Reconstruindo Caminhos

Reconstruindo Caminhos
Escrevo porque chove saudades no terreno das minhas lembranças e na escrita eu deságuo as minhas urgências, curo velhas feridas e engano o relógio das horas trazendo o passado para brincar de aqui e agora... Costumo dizer que no calçadão da minha memória há sempre uma saudade de prontidão à espreita de que a linguagem da emoção faça barulho dentro de mim e que, nessa hora, o sal das minhas lágrimas aumente o brilho do meu olhar e uma inquietação ponha em desalinho o baú de onde emergem as minhas lembranças, para que eu possa, finalmente, render-me à folha de papel em branco...

agosto 25, 2023

A Vitrola

 














A precisão cirúrgica da agulha deslizando hoje sobre as ranhuras do vinil, acorda lembranças adormecidas no berço das saudades. É chegada a hora de revivê-las, pois como bem disse o Padre Fábio de Melo: “... as idades da vida são rios que nunca deixam de desaguar em nós”.

Em outubro de 2019, eu encaixotei alguns pertences e deixei a Casa do Brisamar. Havia poucas caixas.
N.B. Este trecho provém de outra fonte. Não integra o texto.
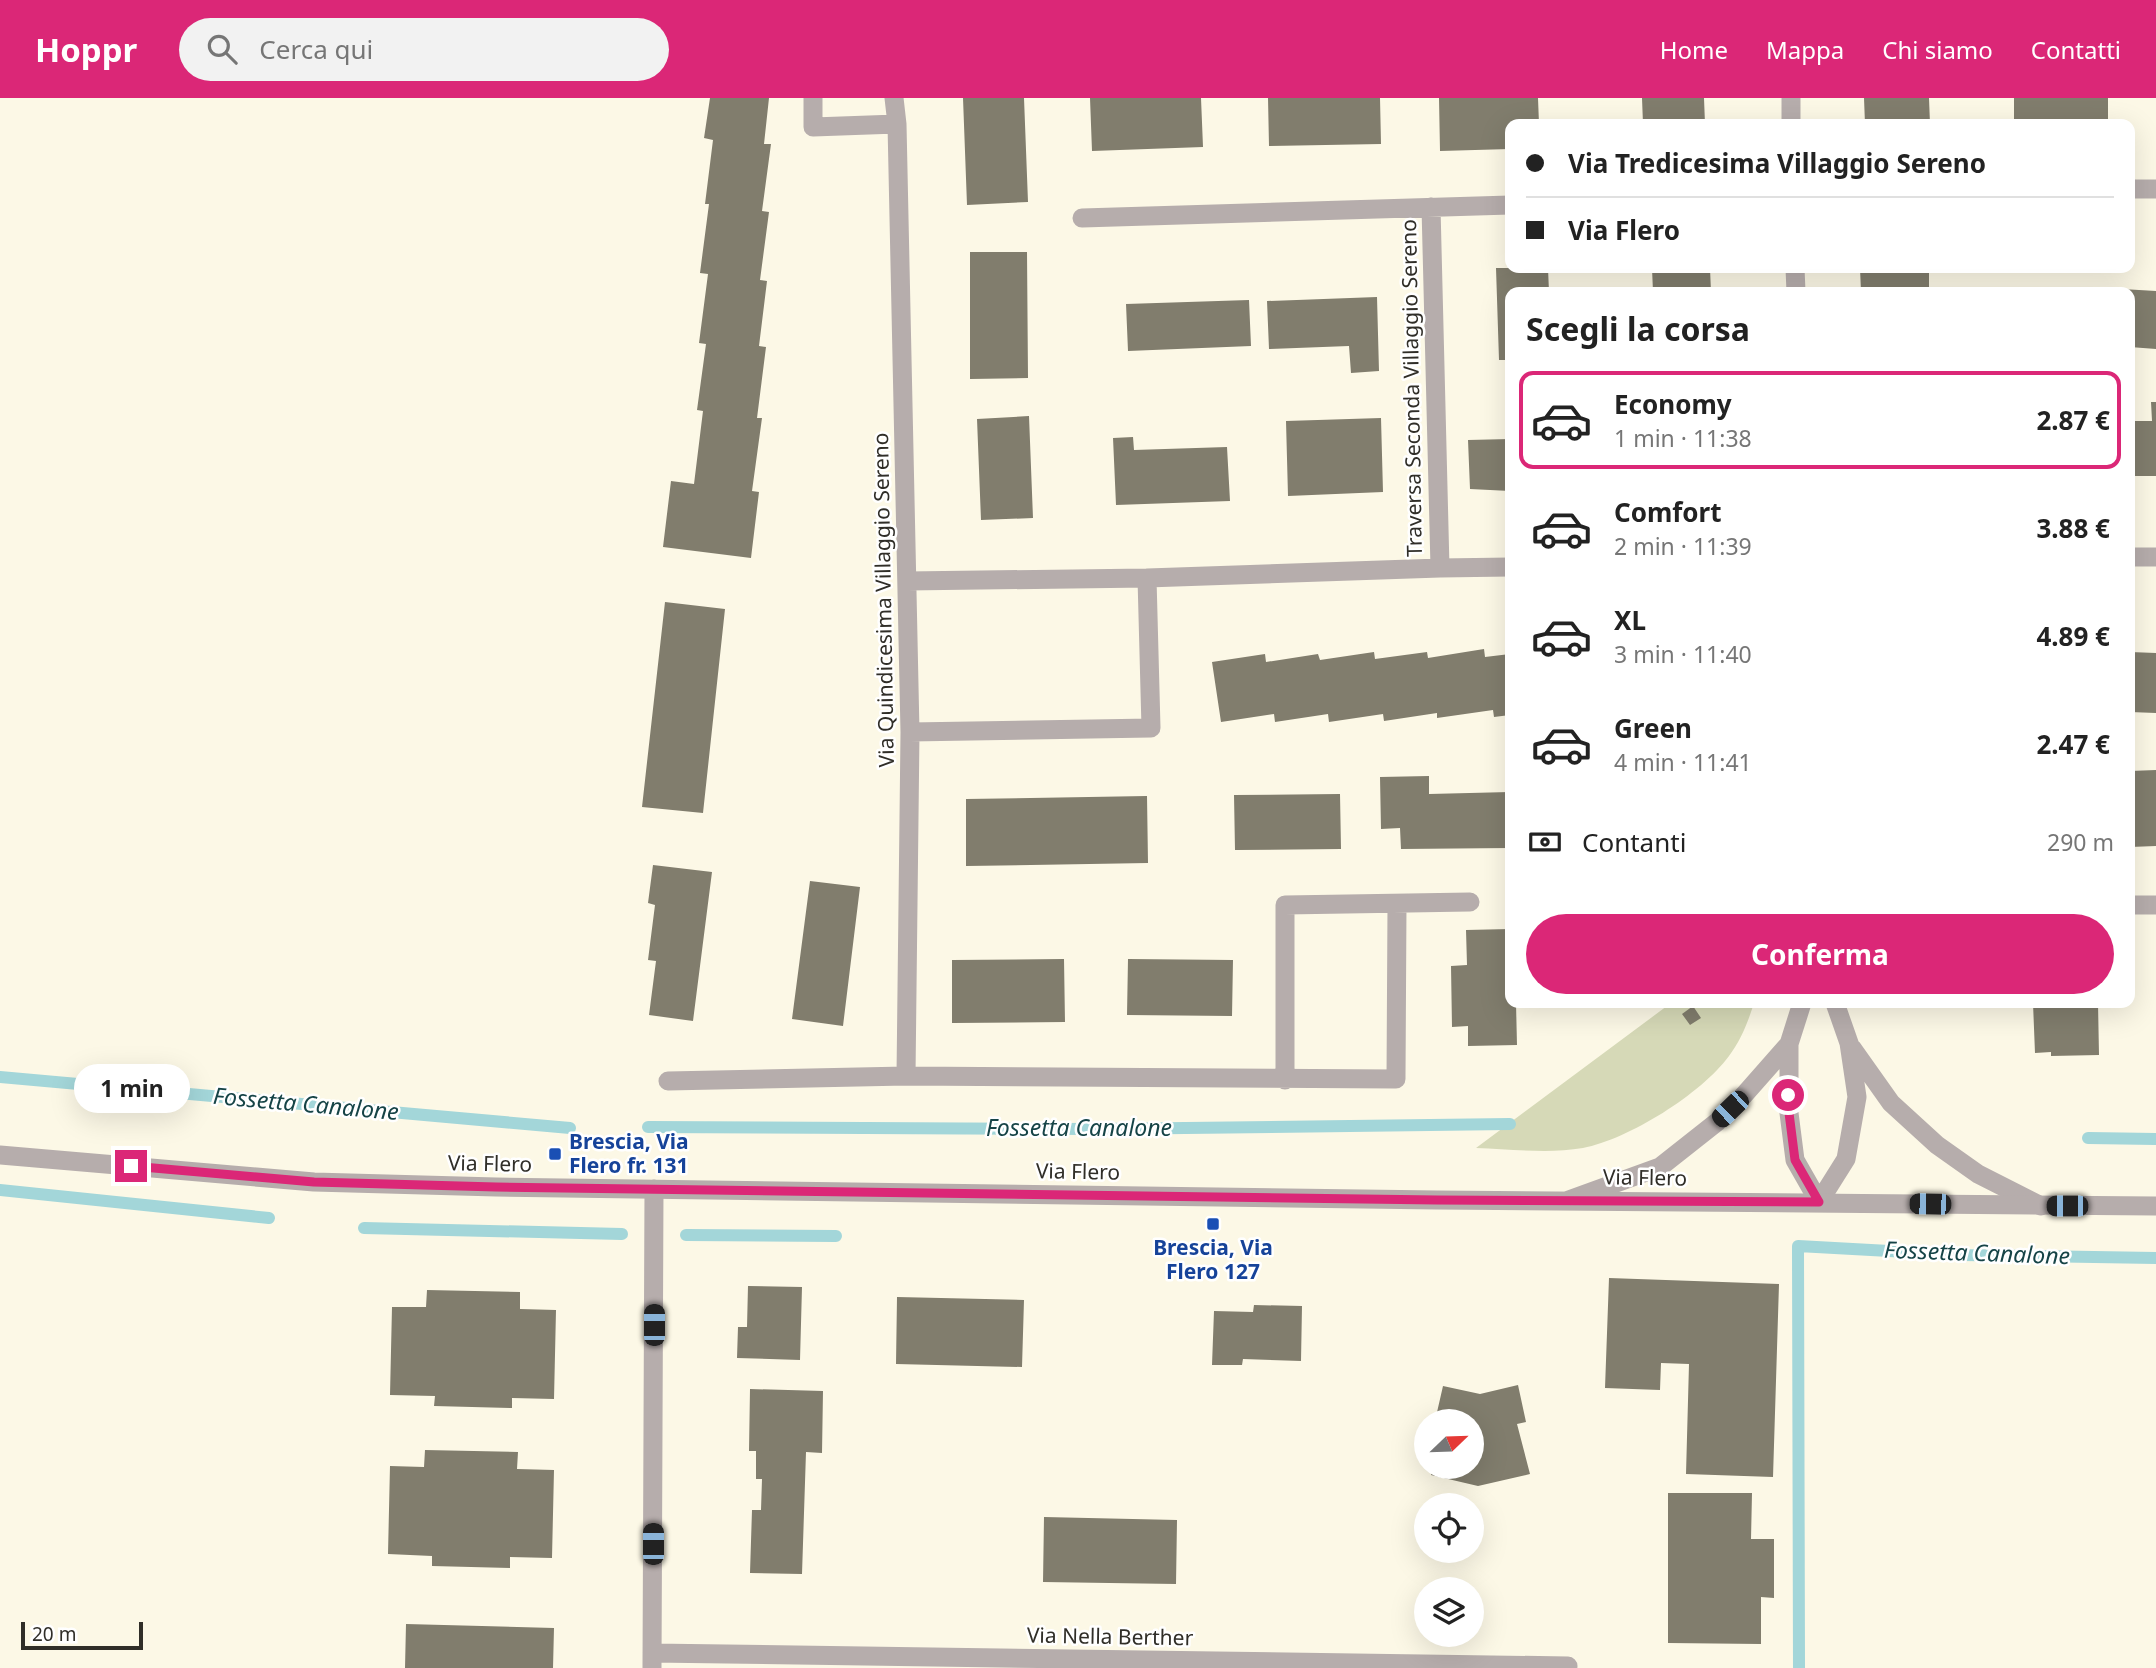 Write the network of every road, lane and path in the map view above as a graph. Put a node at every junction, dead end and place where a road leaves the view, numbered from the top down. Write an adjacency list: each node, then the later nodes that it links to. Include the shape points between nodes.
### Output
1 (813, 98): 5 (street, via 813,127)
2 (894, 98): 5 (street, Via Quindicesima Villaggio Sereno)
3 (1791, 98): 4 (street)
4 (1791, 119)
5 (897, 124): 16 (street, Via Quindicesima Villaggio Sereno)
6 (2156, 189): 7 (street)
7 (2135, 190)
8 (1505, 205): 9 (street, Traversa Seconda Villaggio Sereno)
9 (1431, 207): 10 (street, Traversa Seconda Villaggio Sereno); 14 (street, Traversa Seconda Villaggio Sereno)
10 (1082, 218)
11 (2156, 557): 12 (street)
12 (2135, 558)
13 (1505, 567): 14 (street, Traversa Seconda Villaggio Sereno)
14 (1440, 568): 15 (street, Traversa Seconda Villaggio Sereno)
15 (1147, 578): 16 (street, Traversa Seconda Villaggio Sereno); 17 (street, via 1151,728)
16 (907, 581): 17 (street, Via Quindicesima Villaggio Sereno)
17 (910, 732): 26 (street, Via Quindicesima Villaggio Sereno)
18 (1470, 902): 19 (street)
19 (1397, 905): 27 (street, via 1396,1079); 27 (street, via 1285,905)
20 (2135, 905): 21 (street)
21 (2156, 905)
22 (1800, 1008): 25 (street)
23 (1837, 1008): 24 (street)
24 (1849, 1043): 32 (street, via 1857,1097 1853,1122 1846,1159); 33 (street, via 1891,1103 1937,1145 1978,1174)
25 (1789, 1044): 31 (street, via 1717,1122 1660,1167); 32 (street, via 1789,1113 1795,1160)
26 (906, 1076): 27 (street); 28 (street)
27 (1285, 1080)
28 (668, 1081)
29 (0, 1155): 30 (street, Via Flero, via 314,1182)
30 (654, 1189): 31 (street, Via Flero); 35 (street, Via Nella Berther)
31 (1569, 1200): 32 (street, Via Flero)
32 (1819, 1202): 33 (street, Via Flero)
33 (2041, 1206): 34 (street, Via Flero)
34 (2156, 1206)
35 (652, 1661): 36 (street, Via Nella Berther)
36 (1568, 1666)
Uma delas, a mais valiosa, era depositária de um silêncio repleto de sons. Naquela embalagem de papelão estiveram armazenados todos os meus discos de vinil e a história musical da minha vida com seus ruídos de alegria, felicidade, dor, saudade, lágrimas e solidão.

Lembro-me, agora, porque as recordações foram arquivadas em um sítio de memórias cheio de sons, passos, cheiros, cores e lembranças. Todos elas falaram de uma pátria de intimidades. E é para este lugar sagrado, onde alberguei tantas saudades esquecidas, que eu volto, neste instante, com o olhar ainda úmido pela possibilidade de revisitar a casa de dentro.

Há pouco mais de um mês, uma ideia surgiu em minha cabeça: comprar uma vitrola. Naquela ocasião, lembrei-me que na década de cinquenta, numa data próxima ao dia das mães, o meu tio Chico Maria presenteara Mãe Júlia com uma Radiola. Era assim que chamávamos a vitrola naquela época.

A chegada daquele móvel nos causara emoção e alegria. Uma peça de mobília para fazer companhia ao piano e aos outros móveis na sala de visitas. Uma sala que fora previamente preparada para receber tão distinta companhia. Trago à memória, até hoje, os cheiros da cera Parquetina e do Óleo de Peroba que perfumaram aquele ambiente. Um espaço que aos poucos foi-se enchendo de sons e de histórias. O primeiro deles com a música “Mamãe”, uma composição de David Nasser. Canção que preencheu o lugar de emoção e lágrimas, e fez a estreia da nossa querida vitrola.

Quanta emoção sentimos, no momento em que os primeiros acordes se fizeram ouvir através daquele disco de vinil! Um objeto circular que usara palavras cantadas, para falar do amor de um filho por sua mãe. Este e outros objetos circulares fizeram parte do acervo do meu patrimônio musical. Foram anos colecionando memórias auditivas, até que o meu futuro ficasse prenhe de simbologias.

Por tudo isso, hoje, ao observar novamente a precisão cirúrgica da agulha deslizando sobre o vinil, eu rendo ruidosos aplausos a minha nova vitrola, aos meus novos discos e ergo um brinde às boas lembranças. Além disso, acendo o incenso da saudade para perfumar o ambiente e permito que “as idades da vida continuem a desaguar em mim.”